Chairman Miller Statement On President Obama’s Comments On Mine Safety

                               Washington, DC (CompNewsNetwork) - U.S. Rep. George Miller (D-CA), chair of the House Education and Labor Committee, issued the following statement on President Barack Obama's comments after meeting with U.S. Secretary of Labor Hilda Solis, the head of the Mine Safety and Health Administration, Joe Main, and Administrator for Coal Mine Safety and Health, Kevin Stricklin, on the Upper Big Branch Mine tragedy.
“President Obama is correct that we need to reform a mine safety system that has for far too long been tipped in favor of mine operators – at the expense of miners' lives. The president laid out a number of priorities, many that Congress has worked to enact in the past, that would improve working conditions for our nation's miners.

“These efforts must not suffer the same fate as past initiatives to improve mine safety, when special interests succeeded in killing important reforms.

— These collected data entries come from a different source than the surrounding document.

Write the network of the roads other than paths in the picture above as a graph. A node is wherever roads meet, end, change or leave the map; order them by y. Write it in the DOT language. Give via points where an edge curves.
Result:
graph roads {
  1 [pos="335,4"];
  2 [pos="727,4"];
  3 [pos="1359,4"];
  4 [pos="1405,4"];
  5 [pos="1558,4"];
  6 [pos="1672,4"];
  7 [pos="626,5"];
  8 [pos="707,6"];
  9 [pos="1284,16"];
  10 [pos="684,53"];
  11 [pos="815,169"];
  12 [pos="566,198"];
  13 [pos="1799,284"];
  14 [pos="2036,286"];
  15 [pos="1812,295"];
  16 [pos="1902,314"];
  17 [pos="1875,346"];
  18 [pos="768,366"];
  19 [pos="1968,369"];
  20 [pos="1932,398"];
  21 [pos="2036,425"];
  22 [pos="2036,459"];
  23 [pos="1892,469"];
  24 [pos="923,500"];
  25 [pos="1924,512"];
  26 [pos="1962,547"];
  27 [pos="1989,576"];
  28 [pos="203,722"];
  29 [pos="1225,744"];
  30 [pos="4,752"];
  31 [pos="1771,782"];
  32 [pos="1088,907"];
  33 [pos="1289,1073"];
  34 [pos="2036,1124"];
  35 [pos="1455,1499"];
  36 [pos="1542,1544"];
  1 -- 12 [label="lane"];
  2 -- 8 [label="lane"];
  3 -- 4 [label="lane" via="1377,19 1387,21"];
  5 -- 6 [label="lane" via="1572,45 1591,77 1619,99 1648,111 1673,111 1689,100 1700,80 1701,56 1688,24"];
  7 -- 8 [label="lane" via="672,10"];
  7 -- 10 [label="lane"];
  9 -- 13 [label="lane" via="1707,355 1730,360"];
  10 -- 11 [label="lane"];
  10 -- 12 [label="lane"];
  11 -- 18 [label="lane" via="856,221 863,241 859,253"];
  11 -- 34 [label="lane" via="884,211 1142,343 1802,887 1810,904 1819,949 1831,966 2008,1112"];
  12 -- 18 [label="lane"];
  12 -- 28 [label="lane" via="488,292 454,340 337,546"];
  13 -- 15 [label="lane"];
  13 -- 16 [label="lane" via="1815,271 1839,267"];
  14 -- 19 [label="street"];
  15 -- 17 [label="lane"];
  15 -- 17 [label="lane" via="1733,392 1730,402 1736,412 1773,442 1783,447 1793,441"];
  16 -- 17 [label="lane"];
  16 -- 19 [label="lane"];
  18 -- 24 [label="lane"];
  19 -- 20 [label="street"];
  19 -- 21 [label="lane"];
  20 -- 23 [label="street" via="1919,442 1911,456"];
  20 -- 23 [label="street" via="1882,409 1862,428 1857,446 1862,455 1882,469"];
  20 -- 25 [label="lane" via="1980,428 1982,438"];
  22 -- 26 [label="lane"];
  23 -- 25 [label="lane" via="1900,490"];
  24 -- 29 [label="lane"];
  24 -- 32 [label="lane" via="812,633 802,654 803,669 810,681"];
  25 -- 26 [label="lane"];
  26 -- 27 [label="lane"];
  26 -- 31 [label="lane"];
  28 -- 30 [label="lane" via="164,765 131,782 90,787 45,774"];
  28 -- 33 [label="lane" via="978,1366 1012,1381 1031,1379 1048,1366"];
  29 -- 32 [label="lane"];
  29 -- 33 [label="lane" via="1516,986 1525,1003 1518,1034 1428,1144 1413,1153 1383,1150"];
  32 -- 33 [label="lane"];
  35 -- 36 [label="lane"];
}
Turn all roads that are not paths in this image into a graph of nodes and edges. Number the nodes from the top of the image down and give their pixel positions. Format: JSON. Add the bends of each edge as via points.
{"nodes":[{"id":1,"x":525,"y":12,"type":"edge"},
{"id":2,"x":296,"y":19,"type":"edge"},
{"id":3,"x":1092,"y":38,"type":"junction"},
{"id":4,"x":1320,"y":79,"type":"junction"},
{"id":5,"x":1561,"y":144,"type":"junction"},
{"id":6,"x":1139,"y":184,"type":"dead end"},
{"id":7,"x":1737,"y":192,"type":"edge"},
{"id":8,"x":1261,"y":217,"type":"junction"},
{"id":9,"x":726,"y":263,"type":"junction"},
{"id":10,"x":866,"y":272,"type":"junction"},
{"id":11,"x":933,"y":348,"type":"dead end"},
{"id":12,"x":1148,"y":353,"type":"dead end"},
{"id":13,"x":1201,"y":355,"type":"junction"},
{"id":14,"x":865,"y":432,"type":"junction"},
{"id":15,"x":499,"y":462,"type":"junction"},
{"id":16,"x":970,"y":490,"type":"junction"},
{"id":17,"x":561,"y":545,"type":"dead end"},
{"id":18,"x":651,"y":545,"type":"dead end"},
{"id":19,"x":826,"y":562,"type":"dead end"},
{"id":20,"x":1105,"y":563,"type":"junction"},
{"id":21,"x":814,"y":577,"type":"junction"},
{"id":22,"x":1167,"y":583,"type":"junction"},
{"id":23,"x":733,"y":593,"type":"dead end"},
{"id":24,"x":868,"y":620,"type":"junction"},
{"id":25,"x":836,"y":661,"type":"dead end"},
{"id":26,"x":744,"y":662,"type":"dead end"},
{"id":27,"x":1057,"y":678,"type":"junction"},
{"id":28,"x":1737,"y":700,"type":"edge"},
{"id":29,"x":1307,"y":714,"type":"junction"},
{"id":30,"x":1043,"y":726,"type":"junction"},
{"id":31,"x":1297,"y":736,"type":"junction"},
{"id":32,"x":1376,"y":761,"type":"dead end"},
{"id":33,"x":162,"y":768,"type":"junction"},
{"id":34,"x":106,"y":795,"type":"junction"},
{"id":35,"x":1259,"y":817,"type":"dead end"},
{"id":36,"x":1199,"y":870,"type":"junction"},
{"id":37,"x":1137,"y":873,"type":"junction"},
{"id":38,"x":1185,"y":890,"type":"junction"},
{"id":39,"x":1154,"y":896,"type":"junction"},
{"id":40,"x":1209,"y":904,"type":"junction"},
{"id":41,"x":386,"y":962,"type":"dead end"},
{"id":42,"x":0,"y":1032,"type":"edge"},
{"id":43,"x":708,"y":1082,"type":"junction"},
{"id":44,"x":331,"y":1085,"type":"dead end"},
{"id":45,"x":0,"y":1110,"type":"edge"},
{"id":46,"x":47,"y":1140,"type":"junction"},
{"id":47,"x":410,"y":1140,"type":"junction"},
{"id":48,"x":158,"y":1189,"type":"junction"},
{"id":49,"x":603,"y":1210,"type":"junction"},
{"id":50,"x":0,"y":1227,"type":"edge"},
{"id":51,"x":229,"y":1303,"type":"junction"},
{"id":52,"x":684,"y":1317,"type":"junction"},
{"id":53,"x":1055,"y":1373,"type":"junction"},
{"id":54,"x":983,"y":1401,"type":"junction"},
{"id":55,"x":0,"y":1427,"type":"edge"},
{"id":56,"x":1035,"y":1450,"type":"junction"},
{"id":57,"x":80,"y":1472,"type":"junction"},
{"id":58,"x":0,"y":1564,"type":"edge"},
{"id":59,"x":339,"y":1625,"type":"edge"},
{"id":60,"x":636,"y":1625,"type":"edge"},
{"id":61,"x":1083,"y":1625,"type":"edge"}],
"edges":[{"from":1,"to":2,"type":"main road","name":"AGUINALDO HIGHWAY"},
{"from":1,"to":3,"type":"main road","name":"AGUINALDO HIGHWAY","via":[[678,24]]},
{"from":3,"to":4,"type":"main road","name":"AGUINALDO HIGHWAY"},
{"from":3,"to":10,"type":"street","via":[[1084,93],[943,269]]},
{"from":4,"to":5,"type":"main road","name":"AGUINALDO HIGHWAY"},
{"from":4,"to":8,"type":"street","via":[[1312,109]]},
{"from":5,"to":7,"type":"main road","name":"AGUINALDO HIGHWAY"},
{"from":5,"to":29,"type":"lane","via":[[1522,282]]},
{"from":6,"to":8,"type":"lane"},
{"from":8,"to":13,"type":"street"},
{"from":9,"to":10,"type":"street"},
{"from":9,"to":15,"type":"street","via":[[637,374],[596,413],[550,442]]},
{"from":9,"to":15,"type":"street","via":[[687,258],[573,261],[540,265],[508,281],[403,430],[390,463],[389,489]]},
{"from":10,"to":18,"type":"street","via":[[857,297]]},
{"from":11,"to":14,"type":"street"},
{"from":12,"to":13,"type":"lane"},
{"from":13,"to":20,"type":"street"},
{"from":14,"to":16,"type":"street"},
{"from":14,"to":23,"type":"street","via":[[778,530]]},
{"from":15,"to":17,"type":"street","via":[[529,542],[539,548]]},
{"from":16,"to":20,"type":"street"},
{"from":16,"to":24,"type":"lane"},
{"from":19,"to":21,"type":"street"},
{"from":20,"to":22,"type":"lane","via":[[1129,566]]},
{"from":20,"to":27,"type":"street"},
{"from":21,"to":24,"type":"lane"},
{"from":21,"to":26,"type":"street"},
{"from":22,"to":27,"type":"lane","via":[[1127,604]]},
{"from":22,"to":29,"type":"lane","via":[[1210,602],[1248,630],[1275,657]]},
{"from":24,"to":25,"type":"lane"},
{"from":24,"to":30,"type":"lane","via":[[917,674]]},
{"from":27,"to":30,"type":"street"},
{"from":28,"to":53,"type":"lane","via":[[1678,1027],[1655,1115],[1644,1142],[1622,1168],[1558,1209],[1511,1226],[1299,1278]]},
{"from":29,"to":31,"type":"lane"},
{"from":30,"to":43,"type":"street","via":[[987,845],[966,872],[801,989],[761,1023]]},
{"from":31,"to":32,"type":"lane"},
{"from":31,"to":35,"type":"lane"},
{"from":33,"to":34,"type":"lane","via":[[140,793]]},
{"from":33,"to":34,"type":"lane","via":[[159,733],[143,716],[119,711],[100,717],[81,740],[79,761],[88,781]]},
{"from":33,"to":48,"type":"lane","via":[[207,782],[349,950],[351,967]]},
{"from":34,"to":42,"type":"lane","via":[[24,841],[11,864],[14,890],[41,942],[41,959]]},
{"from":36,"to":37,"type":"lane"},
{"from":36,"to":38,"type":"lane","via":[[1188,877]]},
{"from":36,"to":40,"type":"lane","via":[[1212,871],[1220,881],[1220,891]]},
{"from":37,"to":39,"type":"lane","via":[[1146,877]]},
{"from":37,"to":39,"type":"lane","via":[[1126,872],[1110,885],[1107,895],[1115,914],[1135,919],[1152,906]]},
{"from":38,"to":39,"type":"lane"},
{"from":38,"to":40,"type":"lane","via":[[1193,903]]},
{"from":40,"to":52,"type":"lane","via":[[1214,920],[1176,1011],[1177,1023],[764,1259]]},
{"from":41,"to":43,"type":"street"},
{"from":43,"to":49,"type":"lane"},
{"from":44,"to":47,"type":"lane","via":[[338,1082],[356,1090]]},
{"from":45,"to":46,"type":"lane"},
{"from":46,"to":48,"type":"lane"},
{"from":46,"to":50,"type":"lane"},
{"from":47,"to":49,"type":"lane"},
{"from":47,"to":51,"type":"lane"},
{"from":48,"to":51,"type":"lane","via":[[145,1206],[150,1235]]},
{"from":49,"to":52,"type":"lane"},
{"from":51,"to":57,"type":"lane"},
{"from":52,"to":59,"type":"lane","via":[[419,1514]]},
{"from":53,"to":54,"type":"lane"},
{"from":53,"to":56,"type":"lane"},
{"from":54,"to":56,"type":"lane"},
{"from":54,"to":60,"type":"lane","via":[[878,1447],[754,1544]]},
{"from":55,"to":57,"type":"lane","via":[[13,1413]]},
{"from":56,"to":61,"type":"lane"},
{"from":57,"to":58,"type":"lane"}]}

On behalf of the 29 fallen miners, and the hundreds who have died on the job over the years, we must show the courage to take bold action. I look forward to working with the administration to ensure that production and profit are not put ahead of worker safety.”

The Education and Labor Committee has made miner health and safety a top priority for years. In February of 2006, in the aftermath of the tragic Sago mine accident, Democrats on the committee held the first public forum with family members of the fallen miners to ensure that their voices and concerns about mining dangers were heard by Congress. Since 2007, under Chairman Miller's leadership, the committee has held multiple hearings on mine safety and authored legislation to strengthen mine safety laws that was approved by the House in January 2008.

Most recently, the committee looked into mine operators' indiscriminate appeals that created a massive backlog of cases and damaged MSHA's ability to use its enhanced enforcement tools like progressively increased fines and immediate shut down orders for dangerous mines. Yesterday, the chairman released a list of 48 mines identified by MSHA in August 2009 for increased scrutiny, but were not targeted due to unresolved appeals filed by mine operators. The list includes the Upper Big Branch Mine in West Virginia where 29 miners lost their lives in an explosion on April 5.